Aim of the task
Leave the pictures behind and reproduce every line of the listing exactly.
○ ○ ○ ○ ○ ○ ○
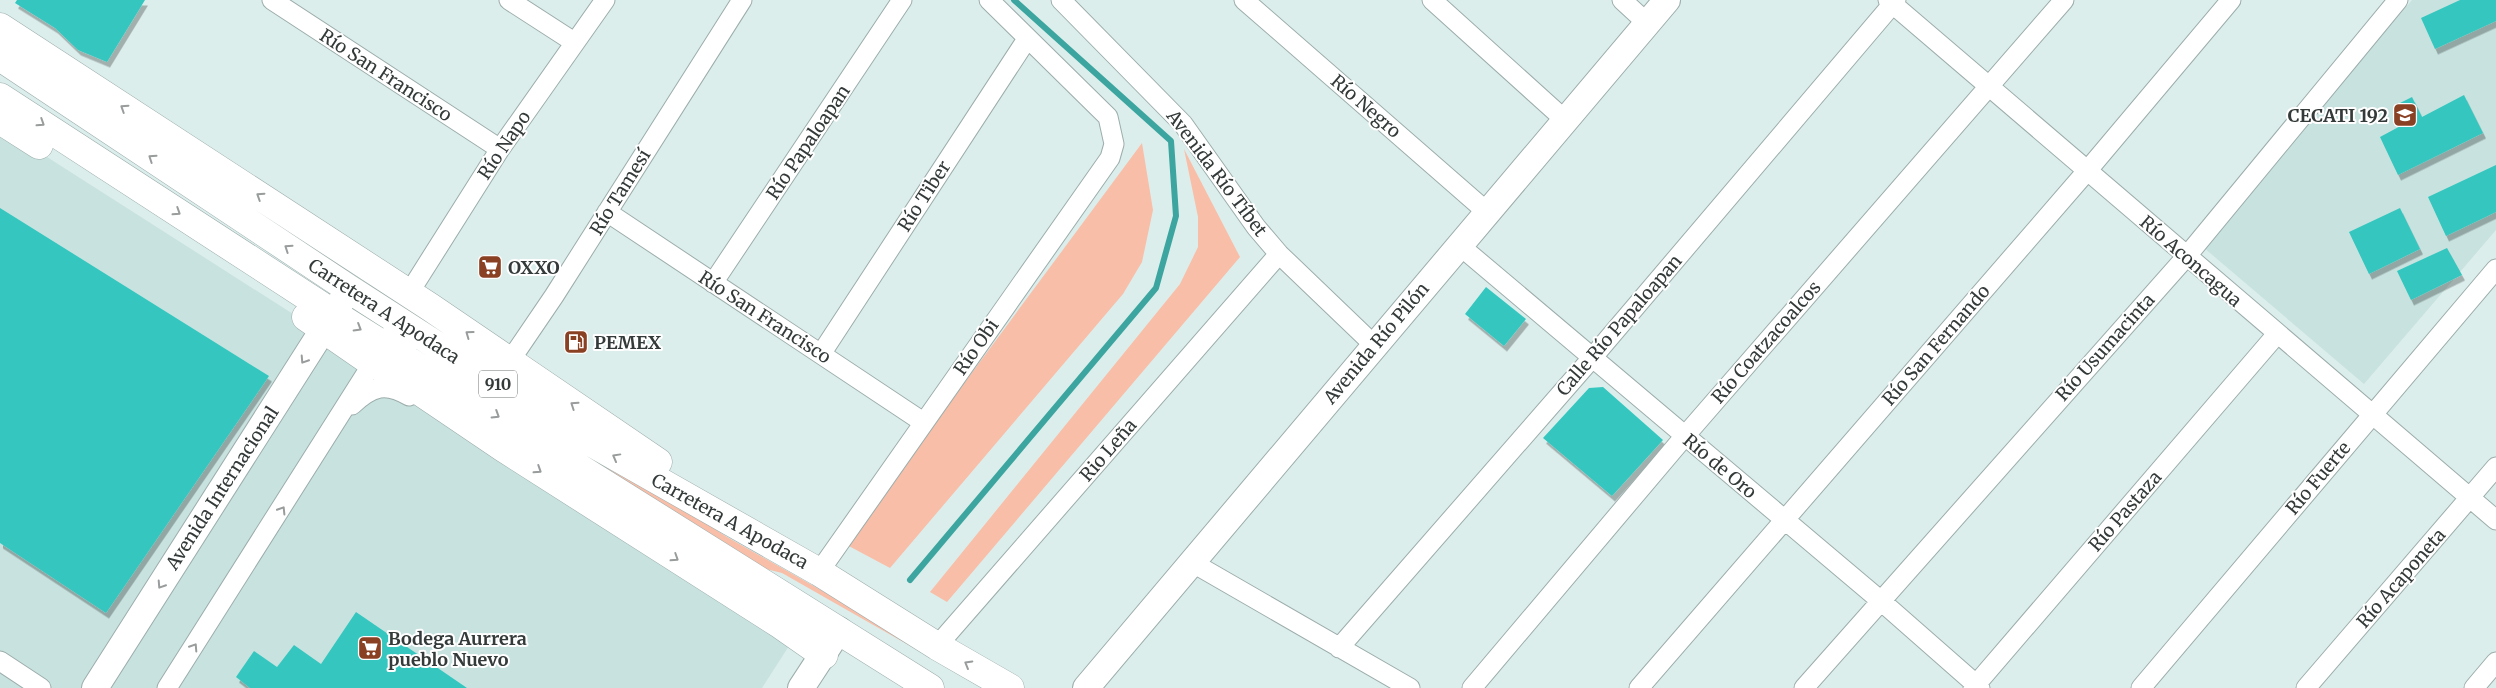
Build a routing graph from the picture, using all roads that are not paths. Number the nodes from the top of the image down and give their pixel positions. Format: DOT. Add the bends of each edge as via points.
graph roads {
  1 [pos="272,0"];
  2 [pos="509,0"];
  3 [pos="604,0"];
  4 [pos="902,0"];
  5 [pos="989,0"];
  6 [pos="1061,0"];
  7 [pos="1244,0"];
  8 [pos="1432,0"];
  9 [pos="1622,0"];
  10 [pos="1667,0"];
  11 [pos="2064,0"];
  12 [pos="2231,0"];
  13 [pos="2398,0"];
  14 [pos="740,1"];
  15 [pos="1892,1"];
  16 [pos="1647,23"];
  17 [pos="0,27"];
  18 [pos="1027,39"];
  19 [pos="574,42"];
  20 [pos="0,56"];
  21 [pos="1989,86"];
  22 [pos="0,97"];
  23 [pos="0,120"];
  24 [pos="1566,120"];
  25 [pos="500,149"];
  26 [pos="2087,170"];
  27 [pos="607,212"];
  28 [pos="1487,212"];
  29 [pos="1458,245"];
  30 [pos="1280,254"];
  31 [pos="2186,257"];
  32 [pos="2496,269"];
  33 [pos="713,283"];
  34 [pos="349,289"];
  35 [pos="409,293"];
  36 [pos="329,322"];
  37 [pos="406,324"];
  38 [pos="2277,334"];
  39 [pos="1374,345"];
  40 [pos="821,354"];
  41 [pos="1592,358"];
  42 [pos="389,359"];
  43 [pos="502,372"];
  44 [pos="425,395"];
  45 [pos="2372,413"];
  46 [pos="341,416"];
  47 [pos="923,422"];
  48 [pos="1684,437"];
  49 [pos="2496,467"];
  50 [pos="2470,498"];
  51 [pos="1784,519"];
  52 [pos="2496,520"];
  53 [pos="1193,563"];
  54 [pos="819,572"];
  55 [pos="1881,601"];
  56 [pos="839,630"];
  57 [pos="937,646"];
  58 [pos="1339,648"];
  59 [pos="824,655"];
  60 [pos="0,661"];
  61 [pos="2496,662"];
  62 [pos="1976,687"];
  63 [pos="41,688"];
  64 [pos="95,688"];
  65 [pos="167,688"];
  66 [pos="801,688"];
  67 [pos="930,688"];
  68 [pos="1010,688"];
  69 [pos="1086,688"];
  70 [pos="1410,688"];
  71 [pos="1472,688"];
  72 [pos="1639,688"];
  73 [pos="1804,688"];
  74 [pos="2140,688"];
  75 [pos="2306,688"];
  76 [pos="2474,688"];
  1 -- 25 [label="street, Río San Francisco"];
  2 -- 19 [label="street"];
  3 -- 19 [label="street, Río Napo"];
  4 -- 33 [label="street, Río Papaloapan"];
  5 -- 18 [label="street"];
  6 -- 30 [label="street, Avenida Río Tíbet" via="1183,124 1256,227"];
  7 -- 28 [label="street, Río Negro"];
  8 -- 24 [label="street"];
  9 -- 16 [label="street"];
  10 -- 16 [label="main road, Avenida Río Pilón"];
  11 -- 21 [label="street, Río Coatzacoalcos"];
  12 -- 26 [label="street, Río San Fernando"];
  13 -- 31 [label="street, Río Usumacinta"];
  14 -- 27 [label="street, Río Tamesí"];
  15 -- 21 [label="street, Río Aconcagua"];
  15 -- 41 [label="street, Calle Río Papaloapan"];
  16 -- 24 [label="main road, Avenida Río Pilón"];
  35 -- 17 [label="main road, one-way"];
  18 -- 40 [label="street, Río Tiber"];
  18 -- 47 [label="street, Río Obi" via="1108,117 1114,144 1110,158"];
  19 -- 25 [label="street, Río Napo"];
  34 -- 20 [label="main road, Carretera A Apodaca / 910, one-way"];
  21 -- 26 [label="street, Río Aconcagua"];
  21 -- 48 [label="street, Río Coatzacoalcos"];
  22 -- 36 [label="main road, Carretera A Apodaca / 910, one-way"];
  23 -- 36 [label="main road"];
  24 -- 28 [label="main road, Avenida Río Pilón"];
  25 -- 35 [label="street, Río Napo"];
  26 -- 31 [label="street, Río Aconcagua"];
  26 -- 51 [label="street, Río San Fernando"];
  27 -- 33 [label="street, Río San Francisco"];
  27 -- 43 [label="street, Río Tamesí"];
  28 -- 29 [label="main road, Avenida Río Pilón"];
  29 -- 39 [label="main road, Avenida Río Pilón"];
  29 -- 41 [label="street, Río de Oro"];
  30 -- 39 [label="street, Avenida Río Tíbet"];
  30 -- 57 [label="street, Rio Leña"];
  31 -- 38 [label="street, Río Aconcagua"];
  31 -- 55 [label="street, Río Usumacinta"];
  32 -- 45 [label="street, Río Fuerte"];
  33 -- 40 [label="street, Río San Francisco"];
  34 -- 36 [label="main road, Avenida Internacional"];
  34 -- 37 [label="main road, Carretera A Apodaca / 910"];
  43 -- 35 [label="main road, one-way"];
  36 -- 42 [label="main road, Carretera A Apodaca / 910, one-way"];
  36 -- 64 [label="main road, Avenida Internacional, one-way"];
  37 -- 42 [label="main road"];
  37 -- 43 [label="main road, Carretera A Apodaca / 910"];
  38 -- 45 [label="street, Río Aconcagua"];
  38 -- 62 [label="street, Río Pastaza"];
  39 -- 53 [label="main road, Avenida Río Pilón"];
  40 -- 47 [label="street, Río San Francisco"];
  41 -- 48 [label="street, Río de Oro"];
  41 -- 58 [label="street, Calle Río Papaloapan"];
  42 -- 44 [label="main road"];
  42 -- 46 [label="street"];
  42 -- 56 [label="main road, Carretera A Apodaca / 910, one-way"];
  54 -- 43 [label="main road, Carretera A Apodaca, one-way" via="725,518 685,481"];
  44 -- 46 [label="street" via="411,398 386,386 356,401"];
  44 -- 59 [label="main road, one-way"];
  45 -- 50 [label="street, Río Aconcagua"];
  45 -- 74 [label="street, Río Fuerte"];
  65 -- 46 [label="street, one-way"];
  47 -- 54 [label="street, Río Obi"];
  48 -- 51 [label="street, Río de Oro"];
  48 -- 71 [label="street, Río Coatzacoalcos"];
  49 -- 50 [label="street, Río Acaponeta"];
  50 -- 52 [label="street, Río Aconcagua"];
  50 -- 75 [label="street, Río Acaponeta"];
  51 -- 55 [label="street, Río de Oro"];
  51 -- 72 [label="street, Río San Fernando"];
  53 -- 58 [label="street"];
  53 -- 69 [label="main road, Avenida Río Pilón"];
  54 -- 57 [label="main road, Carretera A Apodaca"];
  55 -- 62 [label="street, Río de Oro"];
  55 -- 73 [label="street, Río Usumacinta"];
  56 -- 59 [label="main road"];
  56 -- 67 [label="main road, Carretera A Apodaca / 910"];
  68 -- 57 [label="main road, Carretera A Apodaca, one-way"];
  58 -- 70 [label="street"];
  59 -- 66 [label="main road"];
  60 -- 63 [label="street"];
  61 -- 76 [label="street"];
}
○ ○ ○ ○ ○ ○ ○
Written response
Build a routing graph from the picture, using all roads that are not paths. Number the nodes from the top of the image down and give their pixel positions. Format: DOT. Add the bends of each edge as via points.
graph roads {
  1 [pos="272,0"];
  2 [pos="509,0"];
  3 [pos="604,0"];
  4 [pos="902,0"];
  5 [pos="989,0"];
  6 [pos="1061,0"];
  7 [pos="1244,0"];
  8 [pos="1432,0"];
  9 [pos="1622,0"];
  10 [pos="1667,0"];
  11 [pos="2064,0"];
  12 [pos="2231,0"];
  13 [pos="2398,0"];
  14 [pos="740,1"];
  15 [pos="1892,1"];
  16 [pos="1647,23"];
  17 [pos="0,27"];
  18 [pos="1027,39"];
  19 [pos="574,42"];
  20 [pos="0,56"];
  21 [pos="1989,86"];
  22 [pos="0,97"];
  23 [pos="0,120"];
  24 [pos="1566,120"];
  25 [pos="500,149"];
  26 [pos="2087,170"];
  27 [pos="607,212"];
  28 [pos="1487,212"];
  29 [pos="1458,245"];
  30 [pos="1280,254"];
  31 [pos="2186,257"];
  32 [pos="2496,269"];
  33 [pos="713,283"];
  34 [pos="349,289"];
  35 [pos="409,293"];
  36 [pos="329,322"];
  37 [pos="406,324"];
  38 [pos="2277,334"];
  39 [pos="1374,345"];
  40 [pos="821,354"];
  41 [pos="1592,358"];
  42 [pos="389,359"];
  43 [pos="502,372"];
  44 [pos="425,395"];
  45 [pos="2372,413"];
  46 [pos="341,416"];
  47 [pos="923,422"];
  48 [pos="1684,437"];
  49 [pos="2496,467"];
  50 [pos="2470,498"];
  51 [pos="1784,519"];
  52 [pos="2496,520"];
  53 [pos="1193,563"];
  54 [pos="819,572"];
  55 [pos="1881,601"];
  56 [pos="839,630"];
  57 [pos="937,646"];
  58 [pos="1339,648"];
  59 [pos="824,655"];
  60 [pos="0,661"];
  61 [pos="2496,662"];
  62 [pos="1976,687"];
  63 [pos="41,688"];
  64 [pos="95,688"];
  65 [pos="167,688"];
  66 [pos="801,688"];
  67 [pos="930,688"];
  68 [pos="1010,688"];
  69 [pos="1086,688"];
  70 [pos="1410,688"];
  71 [pos="1472,688"];
  72 [pos="1639,688"];
  73 [pos="1804,688"];
  74 [pos="2140,688"];
  75 [pos="2306,688"];
  76 [pos="2474,688"];
  1 -- 25 [label="street, Río San Francisco"];
  2 -- 19 [label="street"];
  3 -- 19 [label="street, Río Napo"];
  4 -- 33 [label="street, Río Papaloapan"];
  5 -- 18 [label="street"];
  6 -- 30 [label="street, Avenida Río Tíbet" via="1183,124 1256,227"];
  7 -- 28 [label="street, Río Negro"];
  8 -- 24 [label="street"];
  9 -- 16 [label="street"];
  10 -- 16 [label="main road, Avenida Río Pilón"];
  11 -- 21 [label="street, Río Coatzacoalcos"];
  12 -- 26 [label="street, Río San Fernando"];
  13 -- 31 [label="street, Río Usumacinta"];
  14 -- 27 [label="street, Río Tamesí"];
  15 -- 21 [label="street, Río Aconcagua"];
  15 -- 41 [label="street, Calle Río Papaloapan"];
  16 -- 24 [label="main road, Avenida Río Pilón"];
  35 -- 17 [label="main road, one-way"];
  18 -- 40 [label="street, Río Tiber"];
  18 -- 47 [label="street, Río Obi" via="1108,117 1114,144 1110,158"];
  19 -- 25 [label="street, Río Napo"];
  34 -- 20 [label="main road, Carretera A Apodaca / 910, one-way"];
  21 -- 26 [label="street, Río Aconcagua"];
  21 -- 48 [label="street, Río Coatzacoalcos"];
  22 -- 36 [label="main road, Carretera A Apodaca / 910, one-way"];
  23 -- 36 [label="main road"];
  24 -- 28 [label="main road, Avenida Río Pilón"];
  25 -- 35 [label="street, Río Napo"];
  26 -- 31 [label="street, Río Aconcagua"];
  26 -- 51 [label="street, Río San Fernando"];
  27 -- 33 [label="street, Río San Francisco"];
  27 -- 43 [label="street, Río Tamesí"];
  28 -- 29 [label="main road, Avenida Río Pilón"];
  29 -- 39 [label="main road, Avenida Río Pilón"];
  29 -- 41 [label="street, Río de Oro"];
  30 -- 39 [label="street, Avenida Río Tíbet"];
  30 -- 57 [label="street, Rio Leña"];
  31 -- 38 [label="street, Río Aconcagua"];
  31 -- 55 [label="street, Río Usumacinta"];
  32 -- 45 [label="street, Río Fuerte"];
  33 -- 40 [label="street, Río San Francisco"];
  34 -- 36 [label="main road, Avenida Internacional"];
  34 -- 37 [label="main road, Carretera A Apodaca / 910"];
  43 -- 35 [label="main road, one-way"];
  36 -- 42 [label="main road, Carretera A Apodaca / 910, one-way"];
  36 -- 64 [label="main road, Avenida Internacional, one-way"];
  37 -- 42 [label="main road"];
  37 -- 43 [label="main road, Carretera A Apodaca / 910"];
  38 -- 45 [label="street, Río Aconcagua"];
  38 -- 62 [label="street, Río Pastaza"];
  39 -- 53 [label="main road, Avenida Río Pilón"];
  40 -- 47 [label="street, Río San Francisco"];
  41 -- 48 [label="street, Río de Oro"];
  41 -- 58 [label="street, Calle Río Papaloapan"];
  42 -- 44 [label="main road"];
  42 -- 46 [label="street"];
  42 -- 56 [label="main road, Carretera A Apodaca / 910, one-way"];
  54 -- 43 [label="main road, Carretera A Apodaca, one-way" via="725,518 685,481"];
  44 -- 46 [label="street" via="411,398 386,386 356,401"];
  44 -- 59 [label="main road, one-way"];
  45 -- 50 [label="street, Río Aconcagua"];
  45 -- 74 [label="street, Río Fuerte"];
  65 -- 46 [label="street, one-way"];
  47 -- 54 [label="street, Río Obi"];
  48 -- 51 [label="street, Río de Oro"];
  48 -- 71 [label="street, Río Coatzacoalcos"];
  49 -- 50 [label="street, Río Acaponeta"];
  50 -- 52 [label="street, Río Aconcagua"];
  50 -- 75 [label="street, Río Acaponeta"];
  51 -- 55 [label="street, Río de Oro"];
  51 -- 72 [label="street, Río San Fernando"];
  53 -- 58 [label="street"];
  53 -- 69 [label="main road, Avenida Río Pilón"];
  54 -- 57 [label="main road, Carretera A Apodaca"];
  55 -- 62 [label="street, Río de Oro"];
  55 -- 73 [label="street, Río Usumacinta"];
  56 -- 59 [label="main road"];
  56 -- 67 [label="main road, Carretera A Apodaca / 910"];
  68 -- 57 [label="main road, Carretera A Apodaca, one-way"];
  58 -- 70 [label="street"];
  59 -- 66 [label="main road"];
  60 -- 63 [label="street"];
  61 -- 76 [label="street"];
}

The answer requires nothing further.